** Opening Dataset block **

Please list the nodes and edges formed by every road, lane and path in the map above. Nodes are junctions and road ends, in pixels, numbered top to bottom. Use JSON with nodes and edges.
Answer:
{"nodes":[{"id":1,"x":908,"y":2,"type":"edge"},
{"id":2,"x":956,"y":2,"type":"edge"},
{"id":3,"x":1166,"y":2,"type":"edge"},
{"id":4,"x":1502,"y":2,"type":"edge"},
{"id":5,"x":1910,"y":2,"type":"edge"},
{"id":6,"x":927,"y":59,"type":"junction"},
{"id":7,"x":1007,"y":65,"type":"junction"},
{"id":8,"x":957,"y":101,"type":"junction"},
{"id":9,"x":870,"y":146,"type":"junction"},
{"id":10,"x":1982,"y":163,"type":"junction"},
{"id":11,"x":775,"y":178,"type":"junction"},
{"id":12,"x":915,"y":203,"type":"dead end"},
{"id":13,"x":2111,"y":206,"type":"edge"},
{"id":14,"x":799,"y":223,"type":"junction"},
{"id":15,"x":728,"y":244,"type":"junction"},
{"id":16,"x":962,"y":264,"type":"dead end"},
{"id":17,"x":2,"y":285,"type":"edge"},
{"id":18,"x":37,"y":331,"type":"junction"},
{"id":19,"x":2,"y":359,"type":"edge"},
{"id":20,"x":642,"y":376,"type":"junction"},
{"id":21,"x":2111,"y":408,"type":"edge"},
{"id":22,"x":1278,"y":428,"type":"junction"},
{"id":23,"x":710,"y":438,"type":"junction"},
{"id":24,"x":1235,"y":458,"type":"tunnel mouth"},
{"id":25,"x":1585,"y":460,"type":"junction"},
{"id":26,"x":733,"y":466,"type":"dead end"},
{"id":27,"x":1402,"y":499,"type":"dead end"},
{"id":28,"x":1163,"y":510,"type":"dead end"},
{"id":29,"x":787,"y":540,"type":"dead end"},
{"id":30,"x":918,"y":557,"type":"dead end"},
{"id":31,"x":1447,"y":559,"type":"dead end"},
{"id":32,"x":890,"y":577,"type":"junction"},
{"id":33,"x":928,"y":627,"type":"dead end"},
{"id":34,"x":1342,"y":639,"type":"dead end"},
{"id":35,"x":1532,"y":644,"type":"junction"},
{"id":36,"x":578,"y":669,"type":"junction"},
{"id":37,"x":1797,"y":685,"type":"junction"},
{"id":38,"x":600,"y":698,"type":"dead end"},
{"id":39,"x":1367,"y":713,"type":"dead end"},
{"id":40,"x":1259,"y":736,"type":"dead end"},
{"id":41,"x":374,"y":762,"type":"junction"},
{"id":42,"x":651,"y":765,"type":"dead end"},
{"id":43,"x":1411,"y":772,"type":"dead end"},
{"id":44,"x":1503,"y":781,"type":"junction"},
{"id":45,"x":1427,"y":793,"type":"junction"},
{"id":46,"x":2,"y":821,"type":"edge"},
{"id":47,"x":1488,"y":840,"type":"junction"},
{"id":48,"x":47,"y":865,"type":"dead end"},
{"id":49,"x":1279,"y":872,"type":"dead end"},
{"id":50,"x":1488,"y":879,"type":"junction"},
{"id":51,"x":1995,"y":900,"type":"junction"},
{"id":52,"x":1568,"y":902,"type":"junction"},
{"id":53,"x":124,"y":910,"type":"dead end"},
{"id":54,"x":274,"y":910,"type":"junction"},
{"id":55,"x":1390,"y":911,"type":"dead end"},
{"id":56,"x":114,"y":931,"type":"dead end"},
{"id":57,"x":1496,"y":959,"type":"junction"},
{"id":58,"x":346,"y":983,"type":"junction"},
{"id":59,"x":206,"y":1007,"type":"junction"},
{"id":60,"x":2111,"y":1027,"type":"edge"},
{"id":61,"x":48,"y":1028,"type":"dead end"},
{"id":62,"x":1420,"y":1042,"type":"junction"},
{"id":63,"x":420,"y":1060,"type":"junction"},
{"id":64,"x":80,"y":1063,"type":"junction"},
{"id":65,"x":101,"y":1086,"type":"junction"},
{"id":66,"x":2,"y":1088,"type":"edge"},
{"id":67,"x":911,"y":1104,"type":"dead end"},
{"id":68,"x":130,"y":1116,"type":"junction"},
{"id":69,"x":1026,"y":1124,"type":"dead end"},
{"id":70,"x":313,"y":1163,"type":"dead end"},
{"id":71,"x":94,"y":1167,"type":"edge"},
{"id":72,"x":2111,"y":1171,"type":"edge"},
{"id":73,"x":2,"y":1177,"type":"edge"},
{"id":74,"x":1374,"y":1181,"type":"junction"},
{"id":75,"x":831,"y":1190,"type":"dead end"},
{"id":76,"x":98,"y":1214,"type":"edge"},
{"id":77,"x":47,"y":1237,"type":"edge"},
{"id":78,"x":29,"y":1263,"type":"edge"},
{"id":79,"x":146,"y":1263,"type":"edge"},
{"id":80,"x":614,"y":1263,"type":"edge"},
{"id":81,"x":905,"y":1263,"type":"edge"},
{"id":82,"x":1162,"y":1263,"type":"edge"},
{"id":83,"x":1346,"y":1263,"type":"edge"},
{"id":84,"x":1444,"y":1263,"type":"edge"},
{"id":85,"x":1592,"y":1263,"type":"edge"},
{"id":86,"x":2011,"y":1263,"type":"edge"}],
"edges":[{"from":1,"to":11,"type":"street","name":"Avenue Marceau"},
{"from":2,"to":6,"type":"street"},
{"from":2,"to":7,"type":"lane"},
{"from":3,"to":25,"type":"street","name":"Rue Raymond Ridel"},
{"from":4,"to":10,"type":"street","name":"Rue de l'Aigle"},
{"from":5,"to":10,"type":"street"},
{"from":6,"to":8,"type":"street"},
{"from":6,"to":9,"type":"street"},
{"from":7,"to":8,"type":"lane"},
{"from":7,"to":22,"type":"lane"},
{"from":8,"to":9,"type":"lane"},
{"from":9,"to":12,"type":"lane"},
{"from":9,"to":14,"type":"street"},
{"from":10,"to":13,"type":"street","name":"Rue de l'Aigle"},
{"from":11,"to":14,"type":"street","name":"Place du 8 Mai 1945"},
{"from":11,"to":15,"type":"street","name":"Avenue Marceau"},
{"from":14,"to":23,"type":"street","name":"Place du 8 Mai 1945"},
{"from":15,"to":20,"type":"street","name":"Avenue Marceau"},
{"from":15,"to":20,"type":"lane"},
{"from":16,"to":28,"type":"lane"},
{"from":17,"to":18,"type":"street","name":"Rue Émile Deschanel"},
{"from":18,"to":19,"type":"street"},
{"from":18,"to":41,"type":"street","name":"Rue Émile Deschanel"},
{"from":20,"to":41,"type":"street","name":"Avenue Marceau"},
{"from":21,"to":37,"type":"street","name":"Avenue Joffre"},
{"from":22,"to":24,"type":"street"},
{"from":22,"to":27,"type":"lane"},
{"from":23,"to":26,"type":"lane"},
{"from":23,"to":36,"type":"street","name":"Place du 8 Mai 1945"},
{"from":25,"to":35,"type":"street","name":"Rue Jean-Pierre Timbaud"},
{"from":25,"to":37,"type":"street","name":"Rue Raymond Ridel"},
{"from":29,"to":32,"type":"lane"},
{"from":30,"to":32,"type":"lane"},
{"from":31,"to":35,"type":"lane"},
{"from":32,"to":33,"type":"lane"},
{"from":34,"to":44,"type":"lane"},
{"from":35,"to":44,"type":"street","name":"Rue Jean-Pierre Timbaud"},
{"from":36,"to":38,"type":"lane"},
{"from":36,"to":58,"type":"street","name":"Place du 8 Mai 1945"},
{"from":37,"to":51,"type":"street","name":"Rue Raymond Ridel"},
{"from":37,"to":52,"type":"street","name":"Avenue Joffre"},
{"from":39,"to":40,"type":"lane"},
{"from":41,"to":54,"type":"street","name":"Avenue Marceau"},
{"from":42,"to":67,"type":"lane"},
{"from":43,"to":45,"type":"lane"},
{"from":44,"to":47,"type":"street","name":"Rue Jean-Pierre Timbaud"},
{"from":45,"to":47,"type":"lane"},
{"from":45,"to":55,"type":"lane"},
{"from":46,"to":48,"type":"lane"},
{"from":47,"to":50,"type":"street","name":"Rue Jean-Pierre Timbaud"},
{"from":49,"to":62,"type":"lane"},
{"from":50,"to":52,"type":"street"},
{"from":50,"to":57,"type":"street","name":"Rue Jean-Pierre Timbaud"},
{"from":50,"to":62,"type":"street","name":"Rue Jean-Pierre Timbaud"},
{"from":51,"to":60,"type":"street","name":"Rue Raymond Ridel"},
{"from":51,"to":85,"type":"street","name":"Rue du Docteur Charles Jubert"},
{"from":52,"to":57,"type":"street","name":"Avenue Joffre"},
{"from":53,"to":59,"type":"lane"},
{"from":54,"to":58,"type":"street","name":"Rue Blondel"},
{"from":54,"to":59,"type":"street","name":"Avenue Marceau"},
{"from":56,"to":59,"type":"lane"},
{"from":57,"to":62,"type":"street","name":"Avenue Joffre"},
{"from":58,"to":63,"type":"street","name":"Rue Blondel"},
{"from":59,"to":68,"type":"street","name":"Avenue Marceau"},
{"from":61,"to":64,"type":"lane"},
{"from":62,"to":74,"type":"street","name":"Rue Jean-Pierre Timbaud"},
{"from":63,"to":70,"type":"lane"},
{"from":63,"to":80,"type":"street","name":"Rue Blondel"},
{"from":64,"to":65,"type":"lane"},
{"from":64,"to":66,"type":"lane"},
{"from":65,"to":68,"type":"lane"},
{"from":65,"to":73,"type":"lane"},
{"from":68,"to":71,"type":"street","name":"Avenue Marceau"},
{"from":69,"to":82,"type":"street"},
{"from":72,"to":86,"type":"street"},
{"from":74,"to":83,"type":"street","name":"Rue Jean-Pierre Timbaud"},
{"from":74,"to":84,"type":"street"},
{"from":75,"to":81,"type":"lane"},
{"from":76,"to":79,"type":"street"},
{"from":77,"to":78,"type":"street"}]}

** Closing Dataset block **

▶ _What to do_: Where the word "Pierre" shows up in a line of the listing, return that line.

▶ _Result_:
{"from":25,"to":35,"type":"street","name":"Rue Jean-Pierre Timbaud"},
{"from":35,"to":44,"type":"street","name":"Rue Jean-Pierre Timbaud"},
{"from":44,"to":47,"type":"street","name":"Rue Jean-Pierre Timbaud"},
{"from":47,"to":50,"type":"street","name":"Rue Jean-Pierre Timbaud"},
{"from":50,"to":57,"type":"street","name":"Rue Jean-Pierre Timbaud"},
{"from":50,"to":62,"type":"street","name":"Rue Jean-Pierre Timbaud"},
{"from":62,"to":74,"type":"street","name":"Rue Jean-Pierre Timbaud"},
{"from":74,"to":83,"type":"street","name":"Rue Jean-Pierre Timbaud"},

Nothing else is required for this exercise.